In private, he’s a little more circumspect. “Sometimes people will mail us gifts, and that stuff automatically goes to charity,” he says. “People have sent gold bars. They send tools.” (It is unclear what, exactly, a charity might do with a gold bar.)
He says he loves the letters, for the most part, particularly the ones from kids. “We do get some weird letters from people who maybe don’t understand the social expectations of talking to a stranger,” he says. “If somebody’s going to propose to me via Twitter or a random letter and I’ve never met them, it’s probably not the right fit.”
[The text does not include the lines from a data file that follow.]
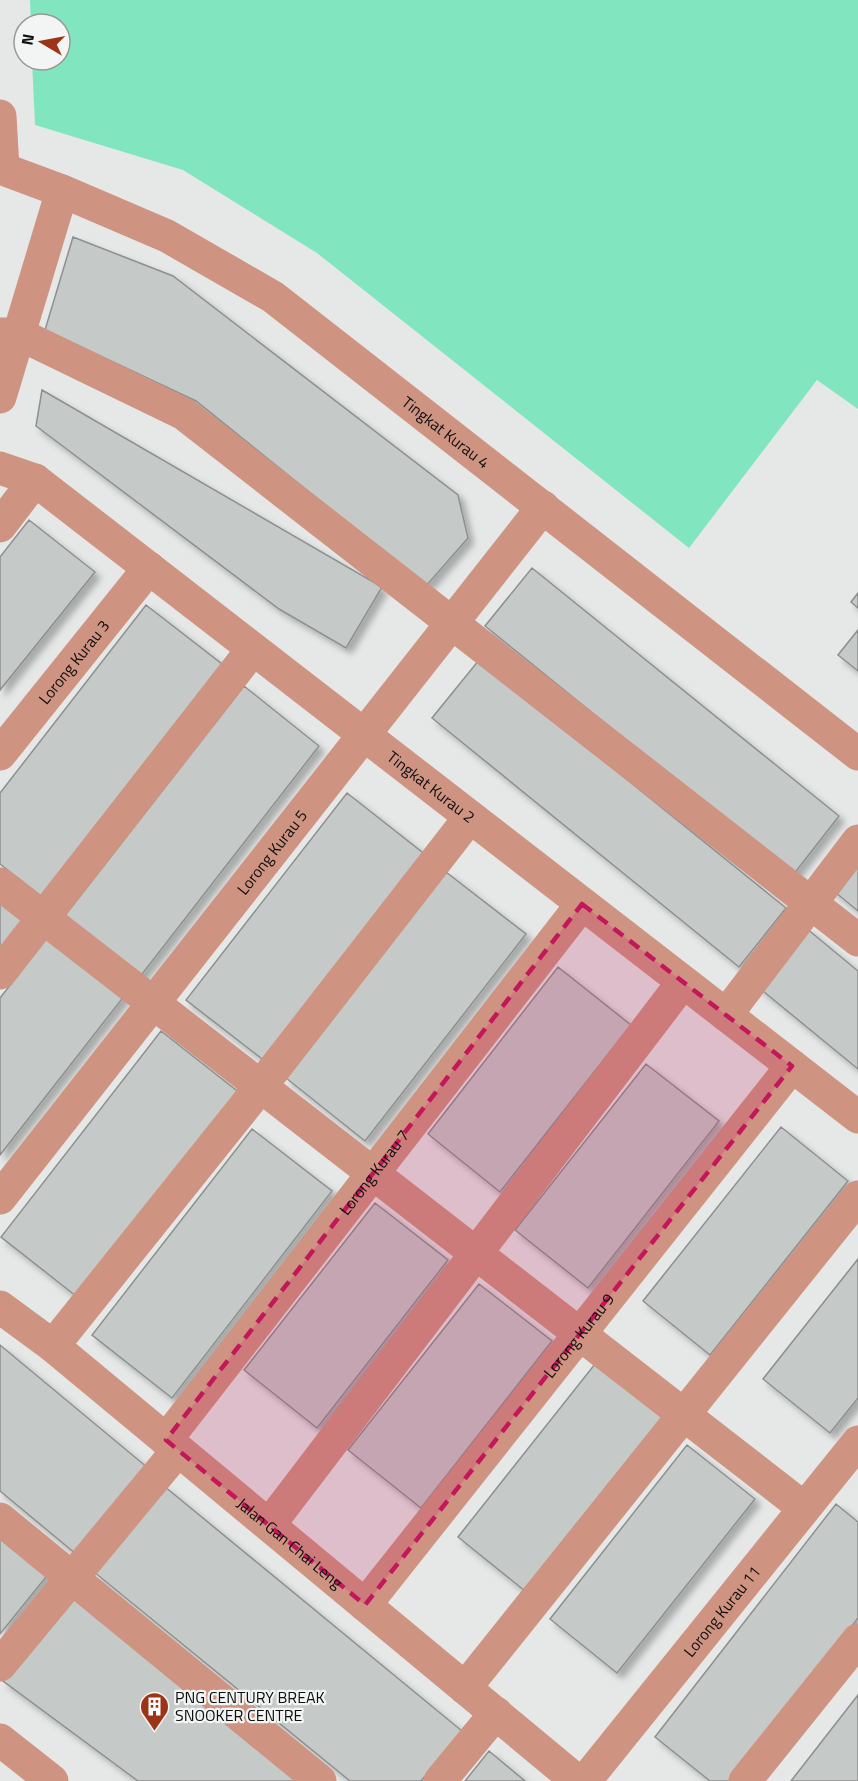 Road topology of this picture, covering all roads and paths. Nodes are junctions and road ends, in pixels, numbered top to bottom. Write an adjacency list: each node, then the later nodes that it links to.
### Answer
1 (0, 116): 2 (street)
2 (1, 168): 3 (street, Tingkat Kurau 4)
3 (62, 191): 4 (street); 8 (street, Tingkat Kurau 4)
4 (9, 334): 5 (street); 11 (street)
5 (0, 396)
6 (0, 468): 7 (street, Tingkat Kurau 2)
7 (35, 480): 9 (street); 10 (street, Tingkat Kurau 2)
8 (543, 507): 11 (street, Lorong Kurau 5); 14 (street, Tingkat Kurau 4)
9 (0, 526)
10 (149, 568): 12 (street, Tingkat Kurau 2); 15 (street, Lorong Kurau 3)
11 (453, 623): 13 (street, Lorong Kurau 5); 19 (street)
12 (253, 649): 13 (street, Tingkat Kurau 2); 21 (street)
13 (365, 735): 16 (street, Tingkat Kurau 2); 25 (street, Lorong Kurau 5)
14 (856, 747)
15 (0, 754)
16 (470, 817): 20 (street, Tingkat Kurau 2); 28 (street)
17 (858, 841): 19 (street)
18 (0, 884): 21 (street)
19 (812, 903): 22 (street); 26 (street)
20 (582, 904): 24 (street, Tingkat Kurau 2); 30 (street, Lorong Kurau 7)
21 (44, 918): 23 (street); 25 (street)
22 (858, 940)
23 (0, 973)
24 (682, 982): 26 (street, Tingkat Kurau 2); 33 (street)
25 (153, 1003): 28 (street); 32 (street, Lorong Kurau 5)
26 (726, 1015): 27 (street, Tingkat Kurau 2)
27 (792, 1066): 29 (street, Tingkat Kurau 2); 35 (street, Lorong Kurau 9)
28 (261, 1086): 30 (street); 36 (street)
29 (858, 1117)
30 (374, 1174): 33 (street); 38 (street, Lorong Kurau 7)
31 (858, 1197): 37 (street)
32 (0, 1198)
33 (476, 1253): 35 (street); 42 (street)
34 (0, 1307): 36 (street, Jalan Gan Chai Leng)
35 (580, 1334): 37 (street); 44 (street, Lorong Kurau 9)
36 (53, 1347): 38 (street, Jalan Gan Chai Leng)
37 (684, 1414): 40 (street); 47 (street)
38 (172, 1445): 42 (street, Jalan Gan Chai Leng); 43 (street, Lorong Kurau 7)
39 (854, 1455): 40 (street, Lorong Kurau 11)
40 (804, 1509): 54 (street, Lorong Kurau 11)
41 (0, 1519): 43 (street)
42 (269, 1525): 44 (street, Jalan Gan Chai Leng)
43 (72, 1578): 46 (street, Lorong Kurau 7); 51 (street)
44 (365, 1605): 47 (street, Jalan Gan Chai Leng)
45 (858, 1640): 55 (street)
46 (0, 1665)
47 (465, 1688): 48 (street, Jalan Gan Chai Leng)
48 (496, 1713): 52 (street); 53 (street, Jalan Gan Chai Leng)
49 (0, 1740): 50 (street)
50 (52, 1781)
51 (320, 1781)
52 (440, 1781)
53 (578, 1781)
54 (585, 1781)
55 (745, 1781)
The Scott brothers pitch their renovations as much more than a matter of aesthetics: This sort of living—the clean lines and kitchen islands and dedicated playspaces—is, they say, the key to happiness in the home. If your laundry room is the right size, they say, and has all the right shelves and folding space, you will have more time for everything else. If you give yourself a master retreat, your marriage will be stronger. If you hire skilled professionals—the kinds Casaza may soon be able to send straight to your doorstep, by the way—you might never argue again. Plus, you’ll add equity.
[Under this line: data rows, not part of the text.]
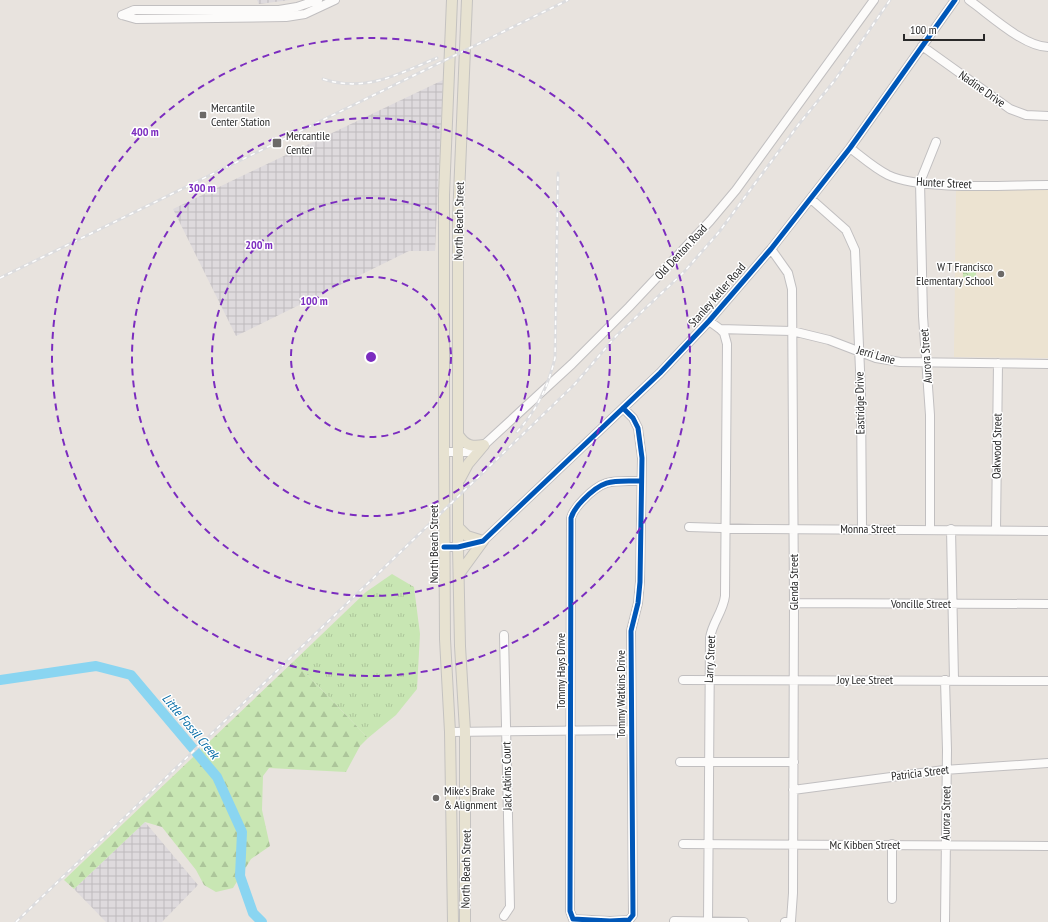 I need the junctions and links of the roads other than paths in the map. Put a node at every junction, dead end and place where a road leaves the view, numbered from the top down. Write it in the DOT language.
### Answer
graph roads {
  1 [pos="318,0"];
  2 [pos="335,0"];
  3 [pos="467,0"];
  4 [pos="874,0"];
  5 [pos="955,0"];
  6 [pos="969,0"];
  7 [pos="451,1"];
  8 [pos="922,46"];
  9 [pos="1048,47"];
  10 [pos="1048,116"];
  11 [pos="936,142"];
  12 [pos="850,148"];
  13 [pos="920,182"];
  14 [pos="1048,185"];
  15 [pos="444,195"];
  16 [pos="459,196"];
  17 [pos="811,199"];
  18 [pos="771,249"];
  19 [pos="458,304"];
  20 [pos="444,305"];
  21 [pos="709,321"];
  22 [pos="720,329"];
  23 [pos="792,330"];
  24 [pos="859,351"];
  25 [pos="926,363"];
  26 [pos="998,363"];
  27 [pos="1048,364"];
  28 [pos="623,408"];
  29 [pos="459,436"];
  30 [pos="484,445"];
  31 [pos="444,452"];
  32 [pos="459,452"];
  33 [pos="641,480"];
  34 [pos="459,481"];
  35 [pos="689,527"];
  36 [pos="459,528"];
  37 [pos="726,528"];
  38 [pos="793,528"];
  39 [pos="862,529"];
  40 [pos="930,529"];
  41 [pos="951,529"];
  42 [pos="996,530"];
  43 [pos="1048,530"];
  44 [pos="483,541"];
  45 [pos="444,547"];
  46 [pos="458,547"];
  47 [pos="459,574"];
  48 [pos="794,603"];
  49 [pos="953,604"];
  50 [pos="1048,604"];
  51 [pos="504,635"];
  52 [pos="683,680"];
  53 [pos="709,680"];
  54 [pos="793,680"];
  55 [pos="945,680"];
  56 [pos="954,680"];
  57 [pos="1048,682"];
  58 [pos="631,730"];
  59 [pos="465,731"];
  60 [pos="450,732"];
  61 [pos="506,732"];
  62 [pos="571,732"];
  63 [pos="680,762"];
  64 [pos="708,762"];
  65 [pos="794,762"];
  66 [pos="1048,763"];
  67 [pos="946,770"];
  68 [pos="793,790"];
  69 [pos="708,843"];
  70 [pos="451,844"];
  71 [pos="466,844"];
  72 [pos="683,844"];
  73 [pos="892,844"];
  74 [pos="793,845"];
  75 [pos="945,845"];
  76 [pos="1048,846"];
  77 [pos="892,899"];
  78 [pos="570,911"];
  79 [pos="504,916"];
  80 [pos="674,921"];
  81 [pos="788,921"];
  82 [pos="453,922"];
  83 [pos="465,922"];
  84 [pos="708,922"];
  85 [pos="744,922"];
  86 [pos="945,922"];
  1 -- 2 [label="street"];
  3 -- 16 [label="main road, North Beach Street"];
  4 -- 30 [label="street, Old Denton Road"];
  5 -- 8 [label="street, Stanley Keller Road"];
  6 -- 9 [label="street"];
  7 -- 15 [label="main road, North Beach Street"];
  8 -- 10 [label="street, Nadine Drive"];
  8 -- 12 [label="street, Stanley Keller Road"];
  11 -- 13 [label="street"];
  12 -- 13 [label="street, Hunter Street"];
  12 -- 17 [label="street, Stanley Keller Road"];
  13 -- 14 [label="street, Hunter Street"];
  13 -- 25 [label="street, Aurora Street"];
  15 -- 16 [label="main road"];
  15 -- 20 [label="main road, North Beach Street"];
  16 -- 19 [label="main road, North Beach Street"];
  17 -- 18 [label="street, Stanley Keller Road"];
  17 -- 24 [label="street, Eastridge Drive"];
  18 -- 21 [label="street, Stanley Keller Road"];
  18 -- 23 [label="street, Glenda Street"];
  19 -- 20 [label="main road"];
  19 -- 29 [label="main road, North Beach Street"];
  20 -- 31 [label="main road, North Beach Street"];
  21 -- 22 [label="street"];
  21 -- 28 [label="street, Stanley Keller Road"];
  22 -- 23 [label="street, Jerri Lane"];
  22 -- 37 [label="street, Larry Street"];
  23 -- 24 [label="street, Jerri Lane"];
  23 -- 38 [label="street, Glenda Street"];
  24 -- 25 [label="street, Jerri Lane"];
  24 -- 39 [label="street, Eastridge Drive"];
  25 -- 26 [label="street, Jerri Lane"];
  25 -- 40 [label="street, Aurora Street"];
  26 -- 27 [label="street, Jerri Lane"];
  26 -- 42 [label="street, Oakwood Street"];
  28 -- 33 [label="street, Tommy Watkins Drive"];
  28 -- 44 [label="street, Stanley Keller Road"];
  29 -- 30 [label="main road"];
  29 -- 32 [label="main road, North Beach Street"];
  30 -- 32 [label="street, Old Denton Road"];
  30 -- 34 [label="main road"];
  31 -- 32 [label="street, Old Denton Road"];
  31 -- 45 [label="main road, North Beach Street"];
  32 -- 34 [label="main road, North Beach Street"];
  33 -- 58 [label="street, Tommy Watkins Drive"];
  33 -- 62 [label="street, Tommy Hays Drive"];
  34 -- 36 [label="main road, North Beach Street"];
  35 -- 37 [label="street, Monna Street"];
  36 -- 44 [label="main road"];
  36 -- 46 [label="main road, North Beach Street"];
  37 -- 38 [label="street, Monna Street"];
  37 -- 53 [label="street, Larry Street"];
  38 -- 39 [label="street, Monna Street"];
  38 -- 48 [label="street, Glenda Street"];
  39 -- 40 [label="street, Monna Street"];
  40 -- 41 [label="street, Monna Street"];
  41 -- 42 [label="street, Monna Street"];
  41 -- 49 [label="street"];
  42 -- 43 [label="street, Monna Street"];
  44 -- 46 [label="street"];
  44 -- 47 [label="main road"];
  45 -- 46 [label="street"];
  45 -- 60 [label="main road, North Beach Street"];
  46 -- 47 [label="main road, North Beach Street"];
  47 -- 59 [label="main road, North Beach Street"];
  48 -- 49 [label="street, Voncille Street"];
  48 -- 54 [label="street, Glenda Street"];
  49 -- 50 [label="street, Voncille Street"];
  49 -- 56 [label="street"];
  51 -- 61 [label="street, Jack Atkins Court"];
  52 -- 53 [label="street, Joy Lee Street"];
  53 -- 54 [label="street, Joy Lee Street"];
  53 -- 64 [label="street, Larry Street"];
  54 -- 55 [label="street, Joy Lee Street"];
  54 -- 65 [label="street, Glenda Street"];
  55 -- 56 [label="street, Joy Lee Street"];
  55 -- 67 [label="street, Aurora Street"];
  56 -- 57 [label="street, Joy Lee Street"];
  58 -- 62 [label="street"];
  58 -- 78 [label="street, Tommy Watkins Drive"];
  59 -- 60 [label="street"];
  59 -- 61 [label="street"];
  59 -- 71 [label="main road, North Beach Street"];
  60 -- 70 [label="main road, North Beach Street"];
  61 -- 62 [label="street"];
  61 -- 79 [label="street, Jack Atkins Court"];
  62 -- 78 [label="street, Tommy Hays Drive"];
  63 -- 64 [label="street"];
  64 -- 65 [label="street"];
  64 -- 69 [label="street, Larry Street"];
  65 -- 68 [label="street, Glenda Street"];
  66 -- 67 [label="street, Patricia Street"];
  67 -- 68 [label="street, Patricia Street"];
  67 -- 75 [label="street, Aurora Street"];
  68 -- 74 [label="street, Glenda Street"];
  69 -- 72 [label="street, Mc Kibben Street"];
  69 -- 74 [label="street, Mc Kibben Street"];
  69 -- 84 [label="street, Larry Street"];
  70 -- 71 [label="main road"];
  70 -- 82 [label="main road, North Beach Street"];
  71 -- 83 [label="main road, North Beach Street"];
  73 -- 74 [label="street, Mc Kibben Street"];
  73 -- 75 [label="street, Mc Kibben Street"];
  73 -- 77 [label="street"];
  74 -- 81 [label="street, Glenda Street"];
  75 -- 76 [label="street, Mc Kibben Street"];
  75 -- 86 [label="street, Aurora Street"];
  80 -- 84 [label="street"];
  84 -- 85 [label="street"];
}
It’s a charming story, particularly when delivered by two strapping Canadians who believe so strongly, so palpably, so marketably in the importance of family and hard work and charity. When weather scuttles the intended stopover at a private island on Day 3—high winds mean 5-foot waves would’ve greeted the smaller boats intended to ferry passengers to land, and seasickness is definitely not part of the Scott family brand—the brothers move their beach party Olympics to the pool deck instead. It turned out all right, says Helen Kim, who’s lost count of how many times she’s met the brothers, and who competed on Team Drew in spite of, she says, a strong affiliation for Jonathan. “We have a lot of things in common,” she says. “We both like sushi. He’s really well read, which I like. The whole contractor thing, of course.”
To Kim, 28, much of the allure, she says, is that “they’re using their platform for the greater good.” Inspired, she recently got her real estate license, which she has yet to use. But you never know.
“Does anyone know where we were born?” the brothers asked at an earlier event. VANCOUVER! the crowd chanted.
“Where does Drew live now?” Jonathan asked next. L.A.! the crowd replied.
“Where do I live?” LAS VEGAS!
Then, without missing a beat: “What’s my address?”
The laughter drowned out what sure sounded like a handful of voices starting to list numbers.